= Domaine Armand Rousseau =

Domaine Armand Rousseau is a French wine grower and producer. It is based in Gevrey-Chambertin, in the Côte de Nuits wine-growing region of Burgundy, France.

==History==

Armand Rousseau was born in 1884 to a family heavily involved in the wine industry as merchants, coopers and vignerons. He inherited several vineyard plots and the current domaine building in the village of Gevrey-Chambertin as part of his wedding in 1909.

After rapid expansion in vineyard holdings, with purchases in Charmes-Chambertin, Clos de la Roche and Chambertin in the late 1910s and 1920s, the domaine began to bottle and sell its own wine in the 1930s after advice given by Raymond Baudoin, founder of the La Revue du vin de France. Armand Rousseau was among the first few producers to bottle his own wine in Burgundy, with the majority of other growers in the region selling their wines to négociant businesses to bottle and sell. Rousseau was also a pioneer within Burgundy in selling his wine to the United States market after the end of prohibition in the mid to late 1930s.

Further vineyard acquisitions were made with plots purchased in Mazis Chambertin in 1937, Mazoyeres-Chambertin in 1940 and Clos Saint Jacques in 1954 as well as two additional plots in the Chambertin vineyard in 1943 and 1956.

Charles Rousseau, born in 1923, started working at his father's estate in 1946. Charles had studied law followed by oenology at The University of Dijon. His father Armand was killed in a car accident in 1959 and Charles took over as the sole winemaker.
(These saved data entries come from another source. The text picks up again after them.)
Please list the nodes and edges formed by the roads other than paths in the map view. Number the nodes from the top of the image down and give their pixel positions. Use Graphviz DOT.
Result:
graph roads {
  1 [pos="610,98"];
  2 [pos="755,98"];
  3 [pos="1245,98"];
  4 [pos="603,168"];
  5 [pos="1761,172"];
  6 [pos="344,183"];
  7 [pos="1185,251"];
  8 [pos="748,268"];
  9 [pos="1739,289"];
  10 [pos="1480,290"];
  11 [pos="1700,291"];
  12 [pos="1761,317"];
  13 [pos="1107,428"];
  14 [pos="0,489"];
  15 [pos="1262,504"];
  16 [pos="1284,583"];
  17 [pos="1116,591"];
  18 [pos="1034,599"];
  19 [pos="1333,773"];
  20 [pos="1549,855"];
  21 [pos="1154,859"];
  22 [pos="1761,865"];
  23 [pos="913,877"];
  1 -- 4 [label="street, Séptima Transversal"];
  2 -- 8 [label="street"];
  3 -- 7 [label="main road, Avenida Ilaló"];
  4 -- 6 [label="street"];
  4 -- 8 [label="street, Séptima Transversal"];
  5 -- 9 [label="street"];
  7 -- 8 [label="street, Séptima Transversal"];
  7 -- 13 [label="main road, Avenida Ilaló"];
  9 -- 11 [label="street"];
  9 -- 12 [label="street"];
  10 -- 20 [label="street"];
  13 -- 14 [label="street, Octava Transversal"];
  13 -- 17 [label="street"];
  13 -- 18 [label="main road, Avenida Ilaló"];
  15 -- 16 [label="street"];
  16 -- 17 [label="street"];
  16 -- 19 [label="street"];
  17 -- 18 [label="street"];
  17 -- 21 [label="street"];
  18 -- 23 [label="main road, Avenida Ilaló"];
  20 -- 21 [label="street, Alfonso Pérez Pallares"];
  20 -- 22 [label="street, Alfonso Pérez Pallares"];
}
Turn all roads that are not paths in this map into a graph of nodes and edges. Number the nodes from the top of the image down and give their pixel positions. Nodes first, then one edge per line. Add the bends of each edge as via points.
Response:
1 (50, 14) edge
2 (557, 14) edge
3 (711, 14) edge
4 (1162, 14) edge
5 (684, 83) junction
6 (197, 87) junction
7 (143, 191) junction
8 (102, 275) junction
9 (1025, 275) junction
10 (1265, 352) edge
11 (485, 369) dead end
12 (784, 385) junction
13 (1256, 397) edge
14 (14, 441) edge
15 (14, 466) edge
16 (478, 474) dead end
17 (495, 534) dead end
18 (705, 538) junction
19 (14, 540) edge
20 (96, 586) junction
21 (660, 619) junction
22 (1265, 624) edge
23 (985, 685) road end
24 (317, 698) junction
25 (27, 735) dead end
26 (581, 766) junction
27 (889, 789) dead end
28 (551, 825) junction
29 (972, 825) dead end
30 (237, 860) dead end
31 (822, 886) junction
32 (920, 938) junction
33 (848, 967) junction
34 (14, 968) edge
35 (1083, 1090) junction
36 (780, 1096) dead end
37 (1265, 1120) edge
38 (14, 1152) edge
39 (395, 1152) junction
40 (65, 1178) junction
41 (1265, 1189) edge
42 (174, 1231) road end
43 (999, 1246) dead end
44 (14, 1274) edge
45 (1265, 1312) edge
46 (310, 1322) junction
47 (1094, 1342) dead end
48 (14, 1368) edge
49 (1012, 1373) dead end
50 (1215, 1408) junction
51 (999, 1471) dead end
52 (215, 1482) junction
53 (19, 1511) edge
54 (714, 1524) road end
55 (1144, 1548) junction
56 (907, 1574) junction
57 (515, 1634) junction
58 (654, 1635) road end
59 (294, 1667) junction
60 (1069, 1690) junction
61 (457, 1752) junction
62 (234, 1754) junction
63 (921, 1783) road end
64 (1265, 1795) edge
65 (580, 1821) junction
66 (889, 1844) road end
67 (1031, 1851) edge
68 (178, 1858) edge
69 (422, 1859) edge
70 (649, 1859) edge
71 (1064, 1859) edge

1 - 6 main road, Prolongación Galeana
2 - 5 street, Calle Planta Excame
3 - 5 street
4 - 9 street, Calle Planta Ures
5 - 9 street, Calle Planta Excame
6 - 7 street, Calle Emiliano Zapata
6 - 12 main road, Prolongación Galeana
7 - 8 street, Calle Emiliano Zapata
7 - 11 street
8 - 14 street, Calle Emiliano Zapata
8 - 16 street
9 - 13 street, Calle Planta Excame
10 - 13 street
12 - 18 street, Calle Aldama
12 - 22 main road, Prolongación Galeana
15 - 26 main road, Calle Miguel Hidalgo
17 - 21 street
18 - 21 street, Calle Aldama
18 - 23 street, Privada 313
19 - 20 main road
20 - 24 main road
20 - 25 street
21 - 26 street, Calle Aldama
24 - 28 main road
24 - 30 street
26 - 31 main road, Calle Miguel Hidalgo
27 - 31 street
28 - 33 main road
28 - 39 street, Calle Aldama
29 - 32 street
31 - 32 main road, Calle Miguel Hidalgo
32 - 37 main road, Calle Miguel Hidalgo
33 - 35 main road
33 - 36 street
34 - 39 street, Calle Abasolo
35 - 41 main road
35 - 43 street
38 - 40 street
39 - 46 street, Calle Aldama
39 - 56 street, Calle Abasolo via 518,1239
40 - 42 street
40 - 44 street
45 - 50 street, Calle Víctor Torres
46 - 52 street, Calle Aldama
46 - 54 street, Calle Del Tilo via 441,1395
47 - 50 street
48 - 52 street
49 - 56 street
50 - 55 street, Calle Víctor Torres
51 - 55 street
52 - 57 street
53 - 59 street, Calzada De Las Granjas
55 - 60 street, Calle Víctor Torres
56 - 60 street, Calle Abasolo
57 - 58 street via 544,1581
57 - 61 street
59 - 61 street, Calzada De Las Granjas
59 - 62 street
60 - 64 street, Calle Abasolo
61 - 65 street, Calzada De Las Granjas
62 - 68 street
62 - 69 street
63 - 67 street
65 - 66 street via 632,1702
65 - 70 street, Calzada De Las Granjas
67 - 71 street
At the time of Charles taking over the estate, Domaine Rousseau held 6.5 hectares of vineyards. Expansion continued with plots in Clos de Bèze purchased in 1961, Clos de la Roche in 1965 and 1975, additional plots of Chambertin in 1968 and 1983 as well as the entire Clos des Ruchottes vineyard in 1978. Current vineyard holdings stand at just under 14 hectares.

Charles Rousseau's son Eric Rousseau is the current winemaker, with some input still from Charles as well as involvement on the commercial side from his daughters Corinne and Brigitte.

==Wines==

Domaine Rousseau owns sections of and makes wines from many renowned Grand Cru and Premier Cru vineyards. All the wines are made entirely from the Pinot noir grape. The average production is 65,000 bottles per vintage and 90% of production is exported to over 30 countries worldwide.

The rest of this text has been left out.